Intro to Machine Learning: Obesity Prediction
Federico GerardiIn this post we will explore how to predict obesity using machine learning. We will use the Obesity Dataset to try different machine learning models and see which one performs best.
The Dataset
We have 17 features and 2111 samples. For more informations about the dataset, you can check the Kaggle page.
The Models
Linear Regression
Linear regression is a linear approach to modeling the relationship between a scalar response and one or more explanatory variables. The case of one explanatory variable is called simple linear regression.
With linear regression we aim to find the best line that fits the data. We can then use this line to predict new values.
Trying to predict the weight of a person based on the other features, we get the following results:
- Mean Absolute Error: 3.95
- Mean Squared Error: 26.01
- Root Mean Squared Error: 5.10
Decision Tree
A decision tree makes decisions based on splitting data by chosen fields.

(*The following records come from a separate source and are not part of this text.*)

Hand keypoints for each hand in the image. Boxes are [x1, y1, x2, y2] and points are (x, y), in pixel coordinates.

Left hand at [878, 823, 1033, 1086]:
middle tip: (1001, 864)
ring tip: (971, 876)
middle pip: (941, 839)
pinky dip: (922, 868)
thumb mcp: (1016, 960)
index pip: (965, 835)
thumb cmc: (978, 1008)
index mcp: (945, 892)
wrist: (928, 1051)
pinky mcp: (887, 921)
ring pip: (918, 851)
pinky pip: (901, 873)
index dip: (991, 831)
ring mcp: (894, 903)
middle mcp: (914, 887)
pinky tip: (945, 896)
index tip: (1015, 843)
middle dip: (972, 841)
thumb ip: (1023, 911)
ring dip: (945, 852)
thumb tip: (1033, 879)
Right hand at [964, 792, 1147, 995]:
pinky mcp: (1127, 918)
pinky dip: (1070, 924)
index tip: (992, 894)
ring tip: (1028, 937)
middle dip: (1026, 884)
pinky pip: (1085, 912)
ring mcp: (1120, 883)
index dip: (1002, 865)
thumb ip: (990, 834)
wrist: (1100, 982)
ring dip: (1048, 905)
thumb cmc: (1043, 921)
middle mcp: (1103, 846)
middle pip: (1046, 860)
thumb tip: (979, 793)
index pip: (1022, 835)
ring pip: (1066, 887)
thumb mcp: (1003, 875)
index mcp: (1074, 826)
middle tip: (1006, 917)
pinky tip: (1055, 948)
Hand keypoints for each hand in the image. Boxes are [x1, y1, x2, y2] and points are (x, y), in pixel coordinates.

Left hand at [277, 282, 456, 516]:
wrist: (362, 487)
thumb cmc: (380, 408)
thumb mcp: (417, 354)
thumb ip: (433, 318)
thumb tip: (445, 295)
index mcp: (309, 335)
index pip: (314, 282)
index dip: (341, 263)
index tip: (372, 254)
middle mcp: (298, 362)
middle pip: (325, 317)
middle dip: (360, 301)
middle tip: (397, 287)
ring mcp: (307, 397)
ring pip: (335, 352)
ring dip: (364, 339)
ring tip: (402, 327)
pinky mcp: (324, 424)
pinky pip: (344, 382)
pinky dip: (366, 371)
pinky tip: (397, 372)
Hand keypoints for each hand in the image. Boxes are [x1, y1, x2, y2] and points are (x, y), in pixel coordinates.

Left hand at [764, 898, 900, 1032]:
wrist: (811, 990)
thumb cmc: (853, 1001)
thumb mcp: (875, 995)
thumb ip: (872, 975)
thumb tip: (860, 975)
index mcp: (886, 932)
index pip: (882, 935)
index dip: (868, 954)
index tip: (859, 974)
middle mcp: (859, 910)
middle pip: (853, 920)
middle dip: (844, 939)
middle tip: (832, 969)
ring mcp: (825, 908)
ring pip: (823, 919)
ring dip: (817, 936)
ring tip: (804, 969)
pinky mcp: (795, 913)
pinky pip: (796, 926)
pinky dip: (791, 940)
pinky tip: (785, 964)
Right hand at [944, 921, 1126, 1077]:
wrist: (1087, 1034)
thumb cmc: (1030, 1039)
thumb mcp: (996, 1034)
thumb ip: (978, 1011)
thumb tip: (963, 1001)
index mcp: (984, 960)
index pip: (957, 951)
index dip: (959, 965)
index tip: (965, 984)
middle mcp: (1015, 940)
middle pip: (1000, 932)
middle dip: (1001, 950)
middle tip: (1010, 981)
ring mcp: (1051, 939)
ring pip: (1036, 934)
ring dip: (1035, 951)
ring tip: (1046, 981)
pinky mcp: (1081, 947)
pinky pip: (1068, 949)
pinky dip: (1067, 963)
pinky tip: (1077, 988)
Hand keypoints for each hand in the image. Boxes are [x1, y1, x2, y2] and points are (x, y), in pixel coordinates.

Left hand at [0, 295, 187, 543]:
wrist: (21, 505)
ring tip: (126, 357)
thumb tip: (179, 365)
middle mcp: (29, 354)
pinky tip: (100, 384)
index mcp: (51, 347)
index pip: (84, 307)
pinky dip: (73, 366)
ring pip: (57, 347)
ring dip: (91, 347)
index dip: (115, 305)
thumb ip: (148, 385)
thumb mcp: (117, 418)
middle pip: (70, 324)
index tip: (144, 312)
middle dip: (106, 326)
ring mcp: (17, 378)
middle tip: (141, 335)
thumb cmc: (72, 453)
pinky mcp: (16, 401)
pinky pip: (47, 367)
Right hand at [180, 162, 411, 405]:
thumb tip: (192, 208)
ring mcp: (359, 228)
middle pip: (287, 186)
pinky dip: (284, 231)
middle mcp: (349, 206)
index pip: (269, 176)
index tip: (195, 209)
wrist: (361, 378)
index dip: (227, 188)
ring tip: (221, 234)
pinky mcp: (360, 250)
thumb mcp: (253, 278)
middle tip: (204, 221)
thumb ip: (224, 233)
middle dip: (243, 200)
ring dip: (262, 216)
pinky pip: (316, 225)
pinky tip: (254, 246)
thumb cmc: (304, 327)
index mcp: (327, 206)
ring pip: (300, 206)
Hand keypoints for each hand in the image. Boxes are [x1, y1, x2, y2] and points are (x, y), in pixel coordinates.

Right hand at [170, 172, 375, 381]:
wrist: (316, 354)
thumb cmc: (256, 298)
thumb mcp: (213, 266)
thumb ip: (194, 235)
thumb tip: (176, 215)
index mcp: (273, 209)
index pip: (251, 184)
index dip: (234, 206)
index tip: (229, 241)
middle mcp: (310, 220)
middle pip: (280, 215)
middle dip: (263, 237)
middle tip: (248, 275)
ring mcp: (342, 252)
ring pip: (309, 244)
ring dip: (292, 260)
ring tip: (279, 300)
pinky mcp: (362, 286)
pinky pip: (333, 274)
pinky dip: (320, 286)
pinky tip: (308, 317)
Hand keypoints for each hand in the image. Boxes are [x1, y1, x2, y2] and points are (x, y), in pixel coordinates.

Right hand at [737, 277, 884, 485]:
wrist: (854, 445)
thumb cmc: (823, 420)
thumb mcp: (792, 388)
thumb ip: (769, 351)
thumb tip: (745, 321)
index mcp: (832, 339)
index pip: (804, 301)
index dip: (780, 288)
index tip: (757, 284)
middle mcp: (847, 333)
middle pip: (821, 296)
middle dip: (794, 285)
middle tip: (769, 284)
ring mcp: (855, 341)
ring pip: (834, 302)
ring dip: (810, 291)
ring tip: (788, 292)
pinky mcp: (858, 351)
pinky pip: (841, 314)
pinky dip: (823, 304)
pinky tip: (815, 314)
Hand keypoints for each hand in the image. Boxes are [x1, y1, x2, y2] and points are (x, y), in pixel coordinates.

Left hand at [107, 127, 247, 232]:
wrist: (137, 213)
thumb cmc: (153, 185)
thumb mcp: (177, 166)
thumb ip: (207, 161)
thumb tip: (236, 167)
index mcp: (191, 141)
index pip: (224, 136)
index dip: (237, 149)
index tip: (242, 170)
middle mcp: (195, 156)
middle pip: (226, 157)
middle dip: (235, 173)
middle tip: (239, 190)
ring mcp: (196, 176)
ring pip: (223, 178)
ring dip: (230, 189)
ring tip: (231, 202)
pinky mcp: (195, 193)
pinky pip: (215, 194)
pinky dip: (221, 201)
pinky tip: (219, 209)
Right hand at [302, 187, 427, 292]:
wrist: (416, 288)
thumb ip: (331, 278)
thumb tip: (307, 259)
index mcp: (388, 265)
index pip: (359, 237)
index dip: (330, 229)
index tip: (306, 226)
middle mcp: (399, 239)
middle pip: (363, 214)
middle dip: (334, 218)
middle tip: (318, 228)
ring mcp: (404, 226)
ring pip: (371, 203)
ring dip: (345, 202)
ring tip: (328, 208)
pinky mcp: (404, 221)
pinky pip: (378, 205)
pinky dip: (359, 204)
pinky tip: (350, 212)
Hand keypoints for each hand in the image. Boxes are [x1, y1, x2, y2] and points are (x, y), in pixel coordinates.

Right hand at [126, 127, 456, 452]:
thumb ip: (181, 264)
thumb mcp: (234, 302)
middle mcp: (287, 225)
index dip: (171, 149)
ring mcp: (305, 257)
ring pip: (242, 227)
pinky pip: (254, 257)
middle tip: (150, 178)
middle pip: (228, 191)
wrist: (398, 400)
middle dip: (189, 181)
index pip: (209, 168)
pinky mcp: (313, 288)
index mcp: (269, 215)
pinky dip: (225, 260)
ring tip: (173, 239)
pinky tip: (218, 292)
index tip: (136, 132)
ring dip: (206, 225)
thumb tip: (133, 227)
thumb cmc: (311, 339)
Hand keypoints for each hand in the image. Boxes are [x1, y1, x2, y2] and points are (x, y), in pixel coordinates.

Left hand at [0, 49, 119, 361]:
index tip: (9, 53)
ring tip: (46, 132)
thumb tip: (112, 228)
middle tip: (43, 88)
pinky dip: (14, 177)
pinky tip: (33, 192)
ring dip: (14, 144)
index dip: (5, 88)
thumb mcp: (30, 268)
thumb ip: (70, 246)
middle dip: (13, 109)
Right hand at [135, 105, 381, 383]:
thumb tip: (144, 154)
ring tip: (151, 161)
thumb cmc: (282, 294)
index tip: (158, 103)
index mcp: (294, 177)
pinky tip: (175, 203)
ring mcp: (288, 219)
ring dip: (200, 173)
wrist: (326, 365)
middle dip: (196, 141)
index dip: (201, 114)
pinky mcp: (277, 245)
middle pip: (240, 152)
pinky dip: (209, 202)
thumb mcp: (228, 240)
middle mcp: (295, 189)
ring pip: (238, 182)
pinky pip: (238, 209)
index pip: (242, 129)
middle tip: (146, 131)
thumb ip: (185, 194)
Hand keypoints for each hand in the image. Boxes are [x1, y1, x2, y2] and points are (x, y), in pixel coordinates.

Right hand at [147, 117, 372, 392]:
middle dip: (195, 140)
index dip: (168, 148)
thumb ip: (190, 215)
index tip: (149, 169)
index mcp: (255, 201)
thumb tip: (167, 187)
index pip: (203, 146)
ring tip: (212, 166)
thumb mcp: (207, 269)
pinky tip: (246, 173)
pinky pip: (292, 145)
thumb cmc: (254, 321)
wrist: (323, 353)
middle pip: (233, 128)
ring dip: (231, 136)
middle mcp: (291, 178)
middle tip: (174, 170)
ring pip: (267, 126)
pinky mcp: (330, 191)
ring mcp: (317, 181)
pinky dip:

The root node shows the primary decision, with branch nodes representing outcomes.
Decision trees split the data into branches based on feature values to make predictions. They are easy to interpret and can capture non-linear relationships in the data.
For obesity classification using decision trees, we achieved:
- Accuracy: 78.5%
- Precision: 80.2%
- Recall: 76.9%
Logistic Regression
Logistic regression is a statistical model that uses a logistic function to model a binary dependent variable (in this case, whether someone is overweight or not).
Unlike linear regression which predicts continuous values, logistic regression estimates probabilities for classification tasks. The S-shaped sigmoid curve transforms linear combinations of features into probabilities between 0 and 1.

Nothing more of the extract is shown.